Pictures should be excluded; otherwise, copy every entry exactly.
═════ EXTRACTED RECORDS ═════
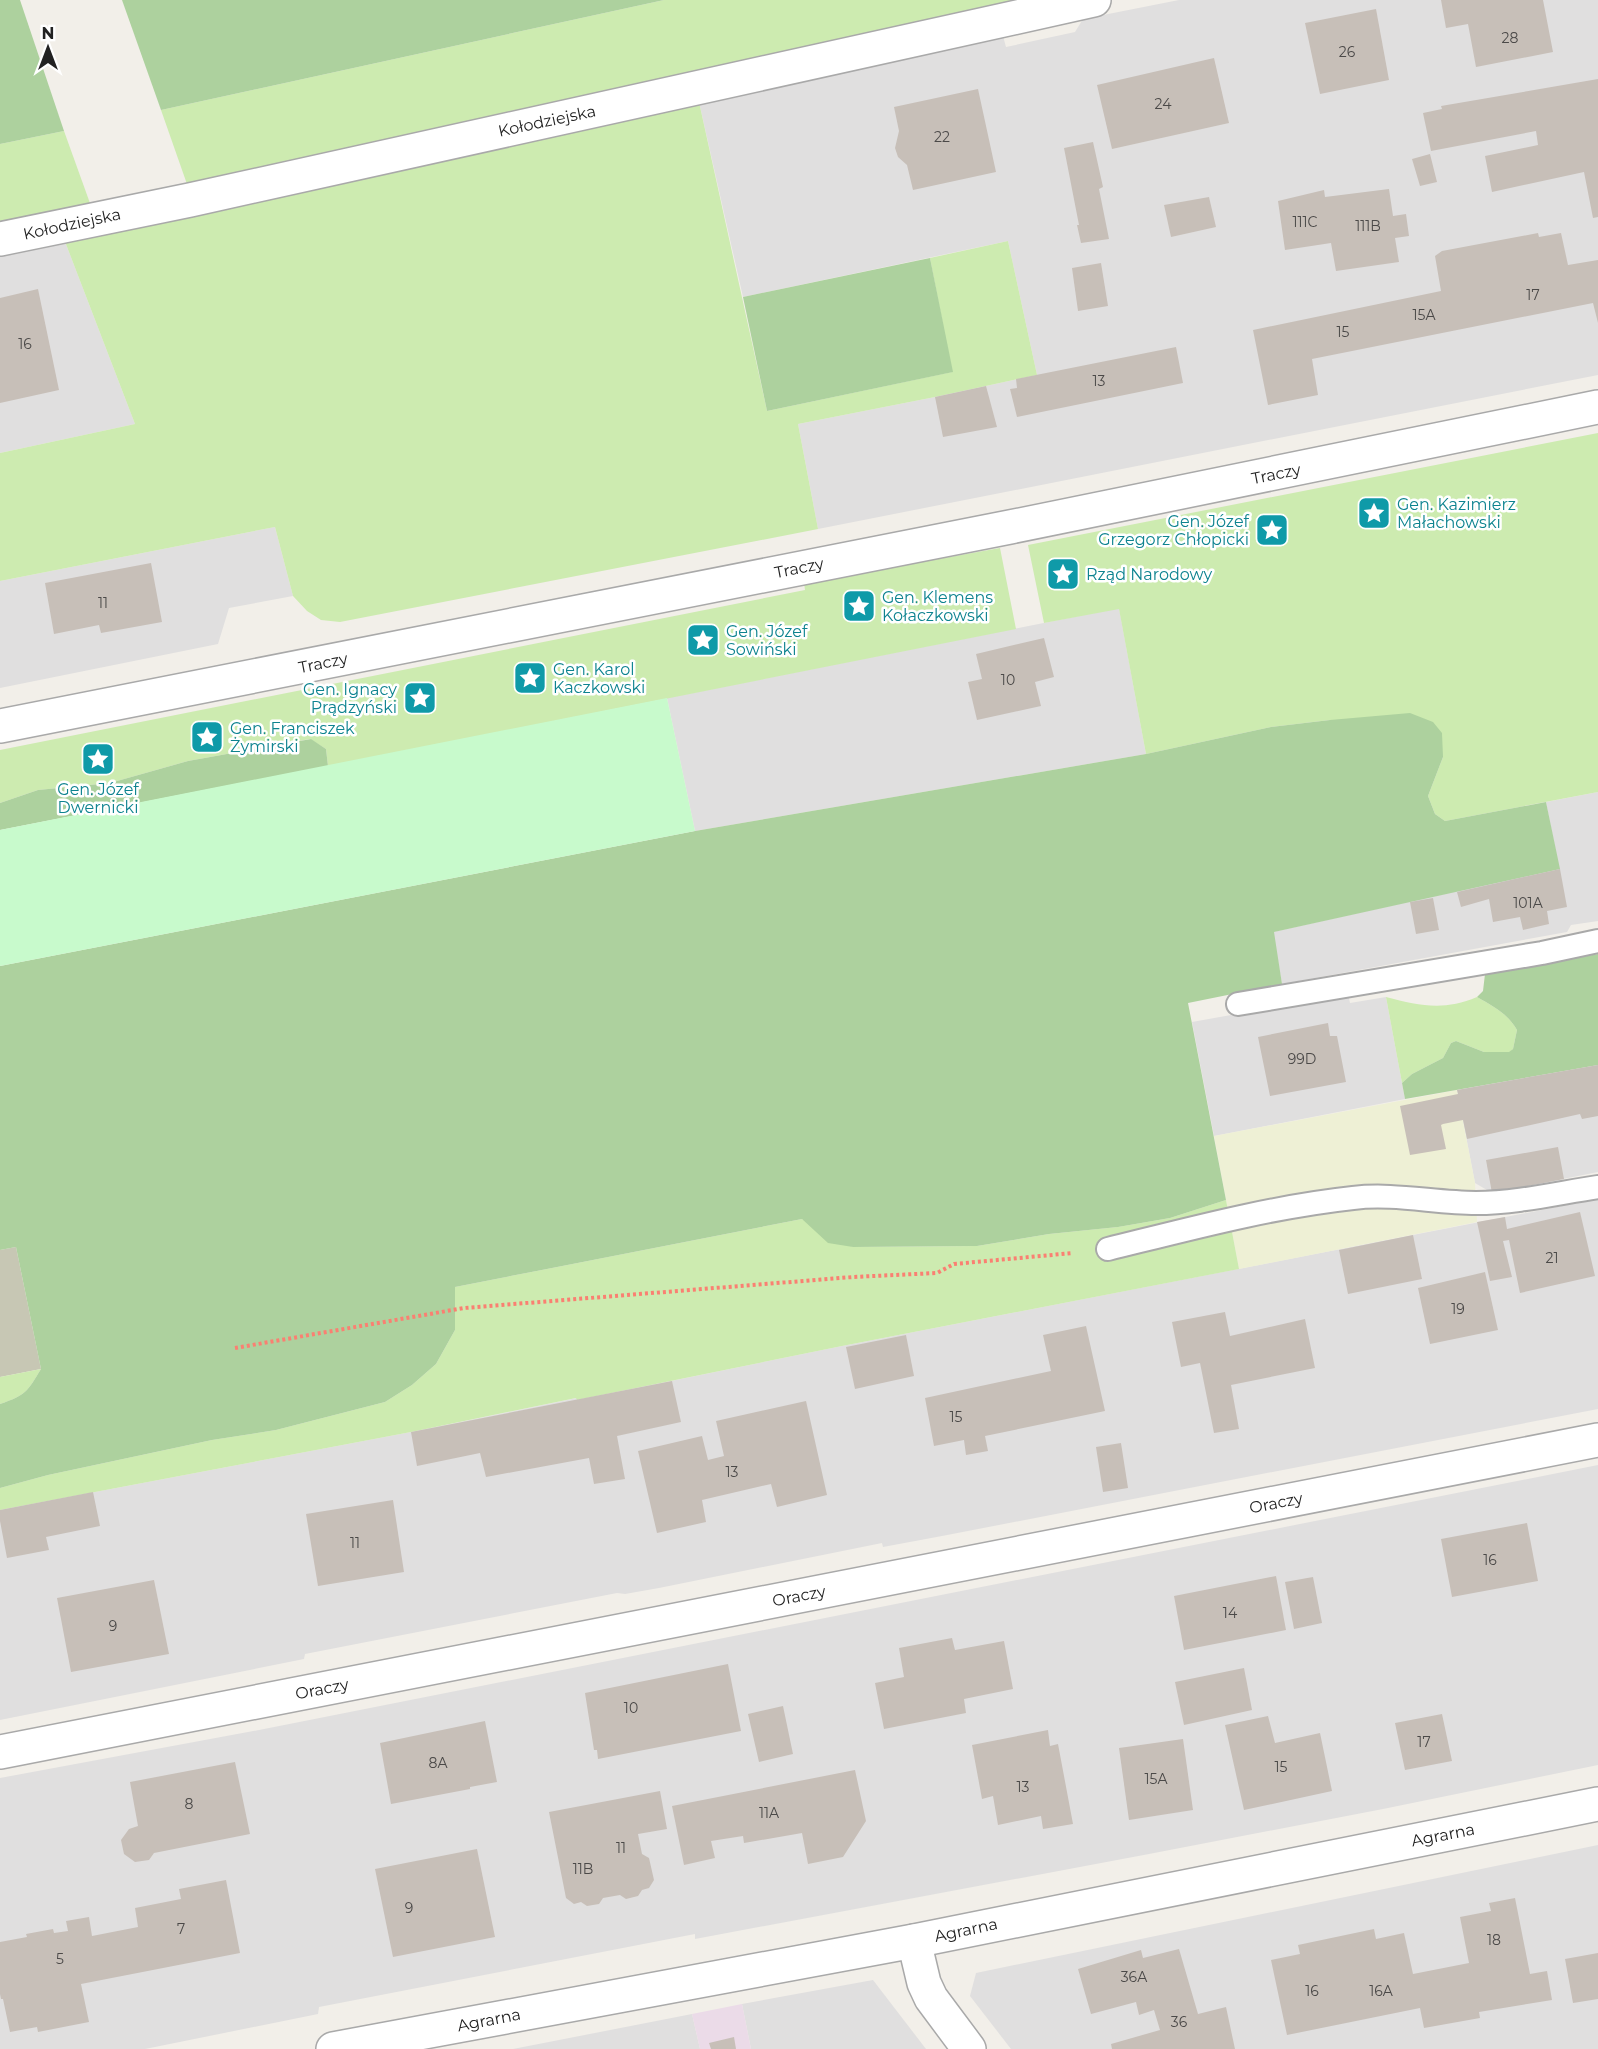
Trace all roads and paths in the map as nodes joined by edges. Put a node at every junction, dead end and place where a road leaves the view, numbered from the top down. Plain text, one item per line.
1 (1094, 0) edge
2 (0, 239) edge
3 (1598, 408) edge
4 (0, 726) edge
5 (1598, 941) edge
6 (1238, 1004) dead end
7 (1598, 1186) edge
8 (1108, 1249) joint
9 (236, 1348) dead end
10 (1598, 1440) edge
11 (0, 1752) edge
12 (1598, 1804) edge
13 (914, 1941) junction
14 (333, 2049) edge
15 (969, 2049) edge

1 - 2 street, Kołodziejska
3 - 4 street, Traczy
5 - 6 lane
7 - 8 lane
8 - 9 path
10 - 11 street, Oraczy
12 - 13 street, Agrarna
13 - 14 street, Agrarna
13 - 15 street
═════
### RESULT BELOW:
Trace all roads and paths in the map as nodes joined by edges. Put a node at every junction, dead end and place where a road leaves the view, numbered from the top down. Plain text, one item per line.
1 (1094, 0) edge
2 (0, 239) edge
3 (1598, 408) edge
4 (0, 726) edge
5 (1598, 941) edge
6 (1238, 1004) dead end
7 (1598, 1186) edge
8 (1108, 1249) joint
9 (236, 1348) dead end
10 (1598, 1440) edge
11 (0, 1752) edge
12 (1598, 1804) edge
13 (914, 1941) junction
14 (333, 2049) edge
15 (969, 2049) edge

1 - 2 street, Kołodziejska
3 - 4 street, Traczy
5 - 6 lane
7 - 8 lane
8 - 9 path
10 - 11 street, Oraczy
12 - 13 street, Agrarna
13 - 14 street, Agrarna
13 - 15 street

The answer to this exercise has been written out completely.